Meet Palmsy, the fake social network where your posts stay on your device forever | TechCrunch

Meet Palmsy, the fake social network where your posts stay on your device forever | TechCrunch

TechCrunch

2024-03-29 06:10:26

When you sign up to a new social network, you have zero friends, zero followers, zero likes. But as you start posting content, you might get more and more likes and comments. That could lead to new followers. And that dopamine boost will encourage you to post even more. A new app called Palmsy is trying to act as social media methadone by letting you post anything and getting likes on them.

But the catch is that no one can see the posts.

You can publish as many posts as you like. The app even lets you add photos to your posts. But you’re sending those posts into the void. Developer Pat Nakajima said on Threads that no post leaves your device and all likes are fake.

Palmsy welcome screen

Image Credits: Palmsy

The free app — which works on both iPhone and iPad — essentially reads your contact list to assign pretend likes to posts. While the app is reading your contact details, because all posts are local, contact information is not sent to a server.
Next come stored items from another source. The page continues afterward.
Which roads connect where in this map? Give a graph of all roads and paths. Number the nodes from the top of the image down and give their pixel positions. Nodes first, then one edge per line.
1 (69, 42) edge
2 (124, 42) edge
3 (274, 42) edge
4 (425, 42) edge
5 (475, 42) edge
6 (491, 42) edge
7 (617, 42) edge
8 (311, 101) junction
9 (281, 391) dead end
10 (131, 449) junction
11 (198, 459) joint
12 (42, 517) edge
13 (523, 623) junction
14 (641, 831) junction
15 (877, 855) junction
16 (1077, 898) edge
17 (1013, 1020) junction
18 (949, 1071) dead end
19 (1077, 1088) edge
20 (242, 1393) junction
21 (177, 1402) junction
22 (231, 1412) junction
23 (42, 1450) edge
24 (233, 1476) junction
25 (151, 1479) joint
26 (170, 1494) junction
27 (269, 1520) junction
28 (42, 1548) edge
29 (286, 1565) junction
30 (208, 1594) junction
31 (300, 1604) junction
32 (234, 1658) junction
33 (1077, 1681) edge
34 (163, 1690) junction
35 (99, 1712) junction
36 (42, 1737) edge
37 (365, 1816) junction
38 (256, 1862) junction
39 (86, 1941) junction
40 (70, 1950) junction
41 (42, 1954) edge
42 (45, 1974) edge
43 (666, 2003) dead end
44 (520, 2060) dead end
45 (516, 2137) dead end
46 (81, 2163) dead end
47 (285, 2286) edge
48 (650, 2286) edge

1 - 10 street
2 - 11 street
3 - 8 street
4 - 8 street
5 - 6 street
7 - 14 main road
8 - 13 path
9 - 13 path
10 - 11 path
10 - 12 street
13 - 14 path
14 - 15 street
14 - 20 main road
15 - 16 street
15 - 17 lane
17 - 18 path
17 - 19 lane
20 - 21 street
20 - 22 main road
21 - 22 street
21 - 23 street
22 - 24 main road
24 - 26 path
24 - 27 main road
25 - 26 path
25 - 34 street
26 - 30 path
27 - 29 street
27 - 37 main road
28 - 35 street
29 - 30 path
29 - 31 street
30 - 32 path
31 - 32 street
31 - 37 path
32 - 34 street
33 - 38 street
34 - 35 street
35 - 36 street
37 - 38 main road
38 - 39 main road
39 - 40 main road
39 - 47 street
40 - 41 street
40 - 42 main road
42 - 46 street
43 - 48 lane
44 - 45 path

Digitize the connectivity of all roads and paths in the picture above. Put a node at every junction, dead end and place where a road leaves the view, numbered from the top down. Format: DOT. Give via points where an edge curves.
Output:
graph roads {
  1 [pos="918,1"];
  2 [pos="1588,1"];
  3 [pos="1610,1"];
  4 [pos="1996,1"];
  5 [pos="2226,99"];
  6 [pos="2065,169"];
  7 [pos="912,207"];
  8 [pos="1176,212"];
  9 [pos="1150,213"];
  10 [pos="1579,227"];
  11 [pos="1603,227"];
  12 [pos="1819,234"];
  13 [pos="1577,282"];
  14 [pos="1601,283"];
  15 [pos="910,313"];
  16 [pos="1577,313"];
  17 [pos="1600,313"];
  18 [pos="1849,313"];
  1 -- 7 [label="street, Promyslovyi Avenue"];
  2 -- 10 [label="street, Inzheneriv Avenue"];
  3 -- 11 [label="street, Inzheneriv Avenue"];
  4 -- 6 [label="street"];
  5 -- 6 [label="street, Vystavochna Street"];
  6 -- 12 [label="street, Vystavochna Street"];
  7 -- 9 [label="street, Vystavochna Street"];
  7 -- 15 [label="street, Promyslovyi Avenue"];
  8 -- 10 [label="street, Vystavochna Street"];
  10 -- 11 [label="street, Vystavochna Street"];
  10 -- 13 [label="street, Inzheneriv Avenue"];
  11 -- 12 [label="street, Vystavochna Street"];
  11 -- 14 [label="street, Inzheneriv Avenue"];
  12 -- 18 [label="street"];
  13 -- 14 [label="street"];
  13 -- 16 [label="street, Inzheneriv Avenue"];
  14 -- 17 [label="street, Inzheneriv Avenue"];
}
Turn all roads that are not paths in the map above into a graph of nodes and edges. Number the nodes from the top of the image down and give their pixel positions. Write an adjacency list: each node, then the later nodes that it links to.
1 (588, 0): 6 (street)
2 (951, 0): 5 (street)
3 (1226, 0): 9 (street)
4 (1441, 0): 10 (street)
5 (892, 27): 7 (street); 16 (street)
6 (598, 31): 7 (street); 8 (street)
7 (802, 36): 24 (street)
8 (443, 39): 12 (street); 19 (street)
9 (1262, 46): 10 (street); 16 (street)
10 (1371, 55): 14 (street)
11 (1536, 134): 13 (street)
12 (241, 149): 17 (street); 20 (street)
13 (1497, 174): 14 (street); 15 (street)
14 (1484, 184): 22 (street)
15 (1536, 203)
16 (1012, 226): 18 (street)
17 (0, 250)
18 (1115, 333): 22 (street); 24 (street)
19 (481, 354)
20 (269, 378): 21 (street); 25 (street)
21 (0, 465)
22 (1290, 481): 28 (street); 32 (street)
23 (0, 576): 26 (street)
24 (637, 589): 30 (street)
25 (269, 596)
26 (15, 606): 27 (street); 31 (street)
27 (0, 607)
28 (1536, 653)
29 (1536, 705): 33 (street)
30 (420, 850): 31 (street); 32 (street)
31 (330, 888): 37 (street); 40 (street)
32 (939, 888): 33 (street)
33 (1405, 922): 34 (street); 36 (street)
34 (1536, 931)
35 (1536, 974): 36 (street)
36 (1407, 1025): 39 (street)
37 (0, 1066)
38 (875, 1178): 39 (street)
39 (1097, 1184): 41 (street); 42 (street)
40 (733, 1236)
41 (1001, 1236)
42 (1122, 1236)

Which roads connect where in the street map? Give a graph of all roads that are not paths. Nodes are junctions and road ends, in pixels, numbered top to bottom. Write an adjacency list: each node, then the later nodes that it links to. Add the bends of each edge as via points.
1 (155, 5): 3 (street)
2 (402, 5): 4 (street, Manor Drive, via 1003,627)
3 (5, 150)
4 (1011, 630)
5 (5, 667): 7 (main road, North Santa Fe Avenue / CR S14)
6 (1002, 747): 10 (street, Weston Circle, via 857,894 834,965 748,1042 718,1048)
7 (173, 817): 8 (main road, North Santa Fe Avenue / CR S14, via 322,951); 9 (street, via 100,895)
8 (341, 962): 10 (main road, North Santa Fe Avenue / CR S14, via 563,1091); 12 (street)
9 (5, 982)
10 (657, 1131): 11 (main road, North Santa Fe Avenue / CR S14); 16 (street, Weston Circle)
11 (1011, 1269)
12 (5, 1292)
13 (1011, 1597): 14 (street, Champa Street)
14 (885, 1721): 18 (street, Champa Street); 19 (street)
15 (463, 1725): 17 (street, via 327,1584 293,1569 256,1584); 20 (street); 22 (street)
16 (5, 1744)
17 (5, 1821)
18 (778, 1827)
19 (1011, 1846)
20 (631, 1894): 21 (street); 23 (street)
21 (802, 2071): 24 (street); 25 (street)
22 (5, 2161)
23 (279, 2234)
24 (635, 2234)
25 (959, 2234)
“It can be fun to see Likes coming in from folks you haven’t thought about in years. It can also be useful in maybe deleting some contacts you might not need anymore,” Nakajima writes in the FAQ section of the app.

Palmsy contact screen

Palmsy shows you the contact who “liked” your post. Image Credits: Palmsy

Beyond looking at contacts, you can treat the app as a personal diary or even a place to get bad puns out of your system — nobody is going to judge you. It’s up to you.

The developer recently updated the app with some advanced options that let you limit the number of likes on a particular post and for how long you want those likes to come in: a few seconds, a few minutes, a few hours or a few days.

There have been multiple time-limiting apps that try to help when it comes to reducing social media addiction. Some developers have also released very basic apps to post dumb posts without consequences.

In 2018, former Google Reader product manager Jason Shellen relaunched Brizzly as a website, which lets you put anything in a text box and hit send. The posts go nowhere and you can’t even see them once you hit send.